Há muitas formas de estar, de ver, de sentir, que são sobrevivências do fascismo, bem acantonadas na nossa vida colectiva e entranhadas na nossa existência.
Mas temos que ter em conta que estas estruturas mentais e comportamentais são anteriores ao salazarismo. Fazem parte da mundividência "moderna" (agora é difícil procurar um termo mais preciso), nascida das diversas formas de materialismo que levaram a que o homem se deixasse de pensar a partir da transcendência (da transcensão contínua de si que a Saudade, no sentido "autêntico", mcomporta, mas a partir de "metafísicas de substituição", tais como o materialismo político-social, o evolucionismo materialista, o biologismo antropolátrico (assente na idolatrização de certas formas de ver a humanidade do homem desligadas da realidade).
Há um desapossamento ontológico do indivíduo, reduzido às faces visíveis e controláveis da personna, que leva a que as pessoas se encarem como desprovidas de meos de acesso à plenitude.

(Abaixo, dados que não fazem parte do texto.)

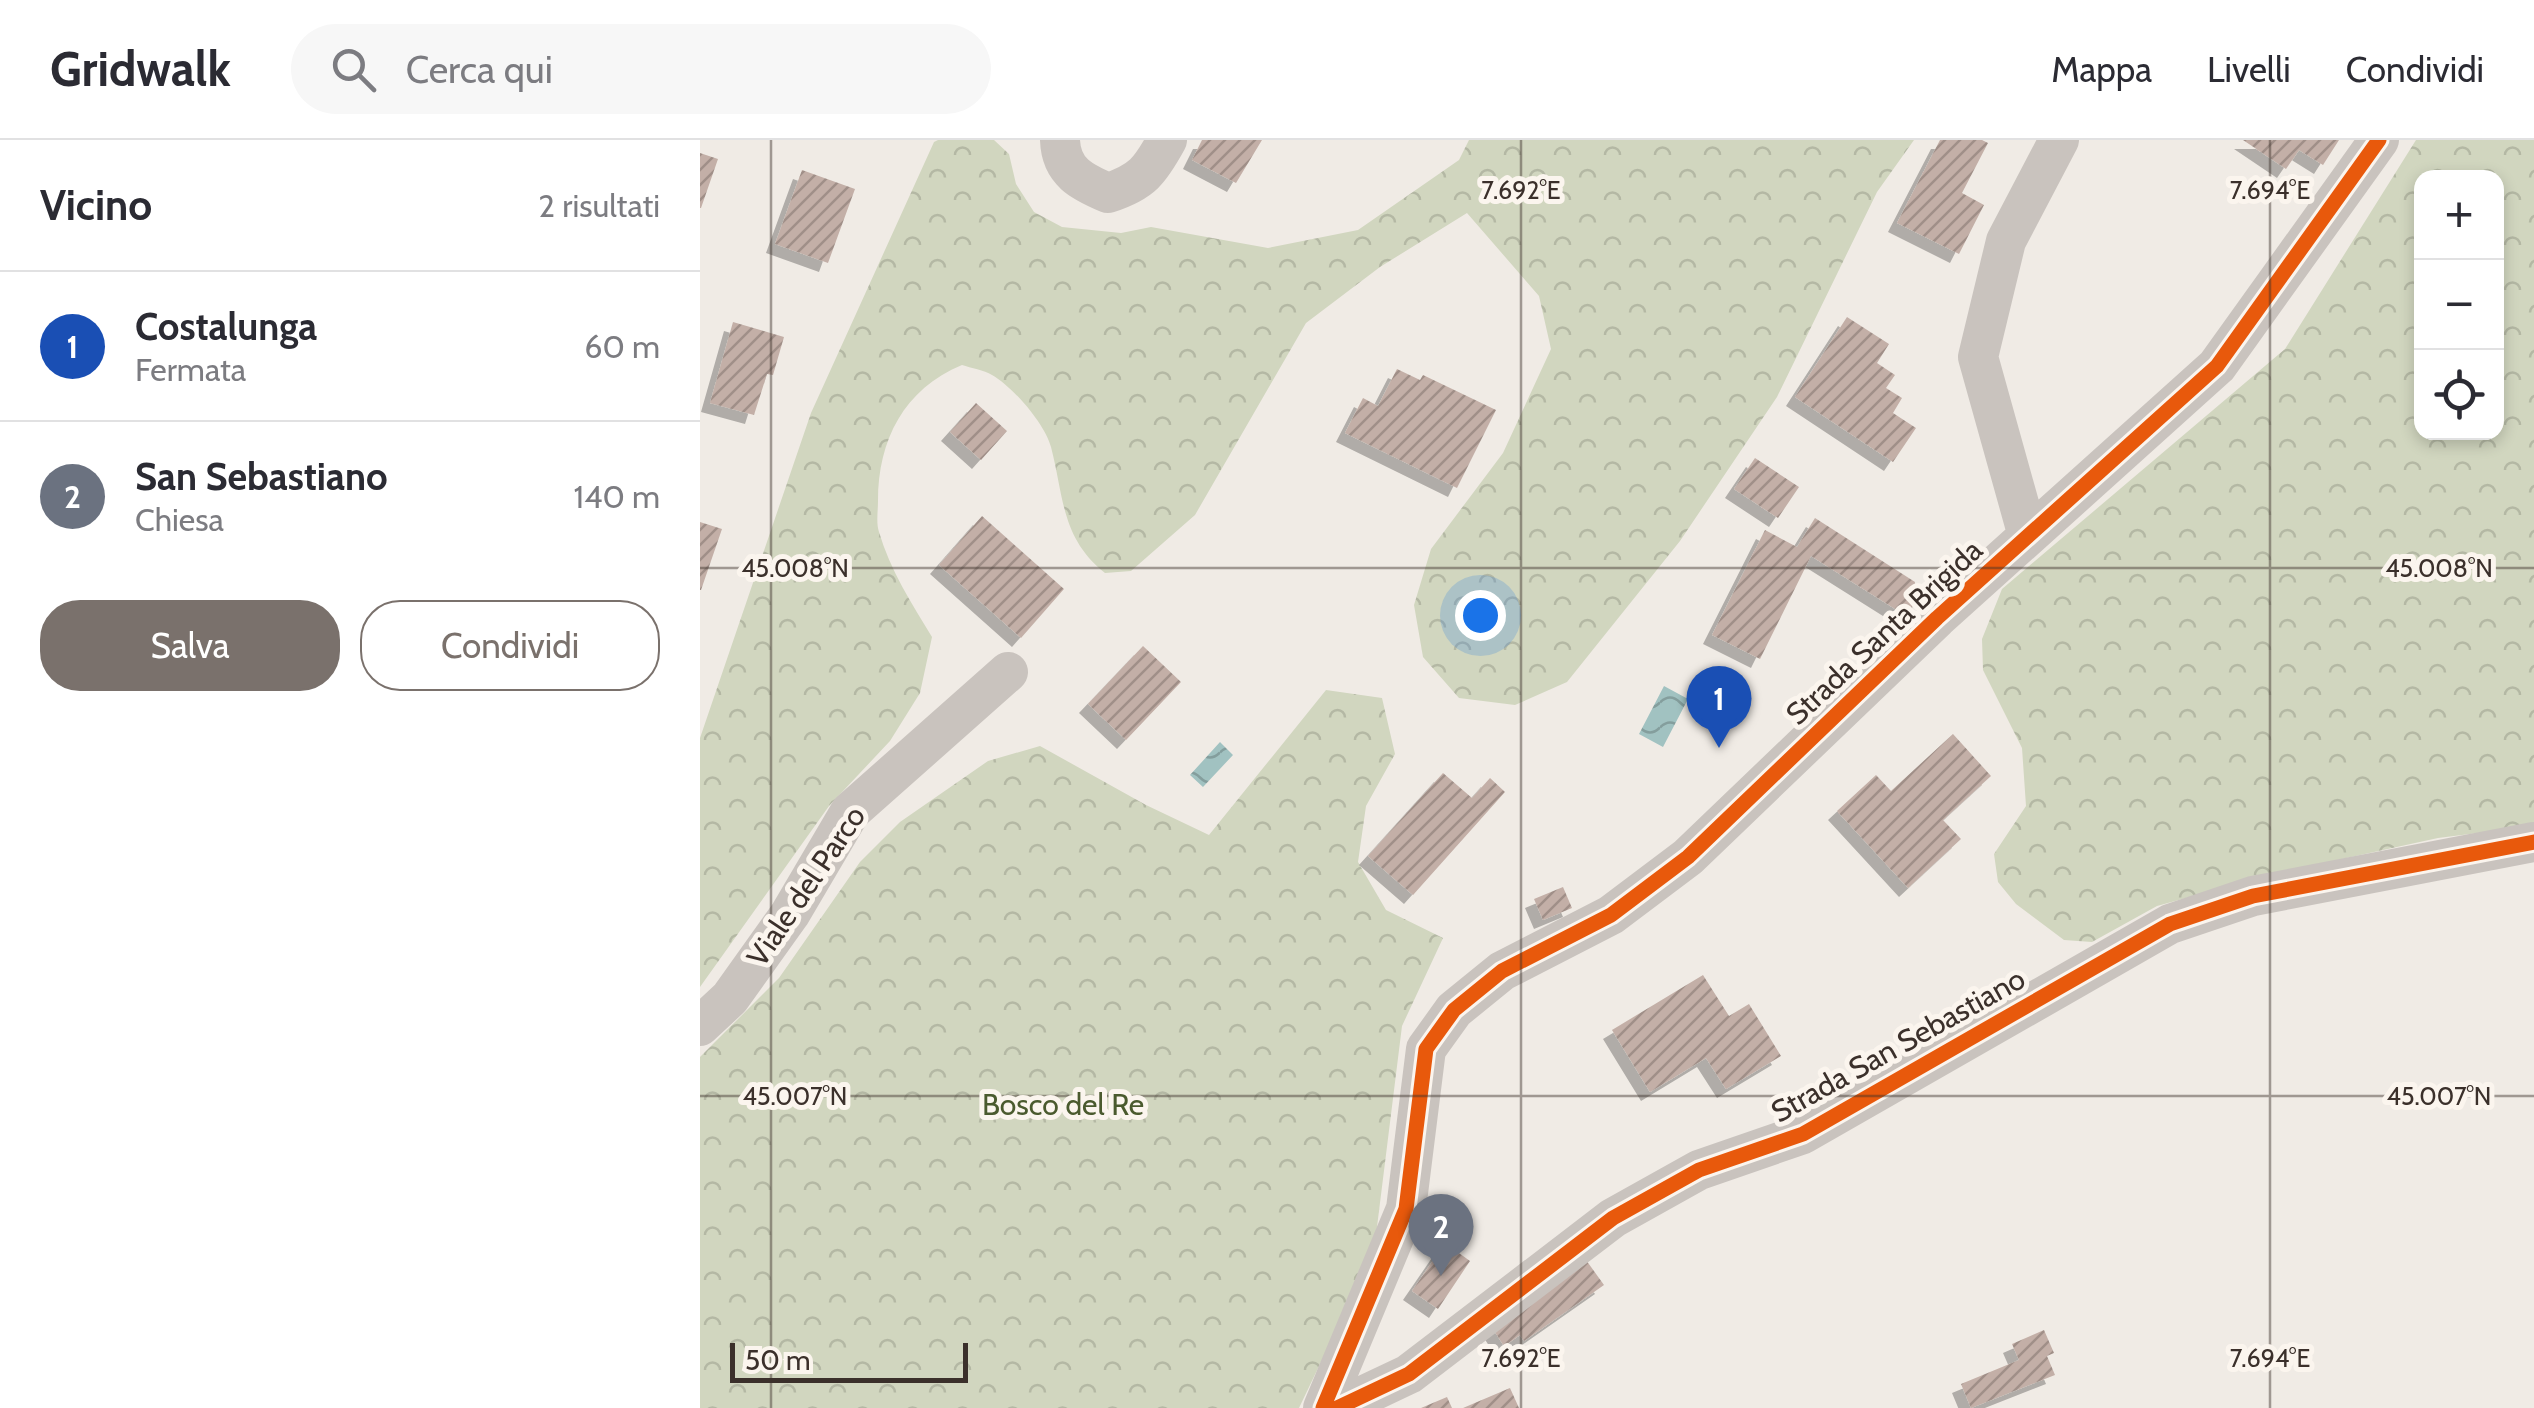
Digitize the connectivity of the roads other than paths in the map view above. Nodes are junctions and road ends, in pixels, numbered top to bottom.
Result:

Por isso, há um discurso médico que marca a geografia mental do homem ocidental a partir de meados do século XIX. Por estranho que pareça, a economia enquanto ciência (trata-se de uma monstruosidade epistemológica) apropriou-se dessa intencionalidade médica/clínica/objectiva e reduziu os homens ao estatuto de máquinas produtoras e consumidoras. Por isso, aqueles que não caem dentro destas categorias são tendencialmente eliminados, pelo menos da visibilidade social. Daí o eugenismo característico do fascismo nazi, e não só.
E isto marca a forma como o poder se configura e se distribui entre os indivíduos.
Assim, tenho a percepção de que a visão fascista do poder está bem presente na forma como as organizações se estruturam. Tornou-se um sistema mental que se apossa da realidade nos sistemas de relações de poder ao nível das organizações e não já ao nível do regime político.
Isso contribui para que as pessoas não tomem consciência da situação.
Ora, a saudade, como forma de acesso ao fundo do sem fundo de onde brota o sentido do humano, do trans-humano, do infra e do supra-humano, pode ser revolutiva (a palavra "revolucionária" não chega para dizê-lo): desistalando-nos dos nossos sistemas de crenças cristalizados e libertando-nos para a fruição pura.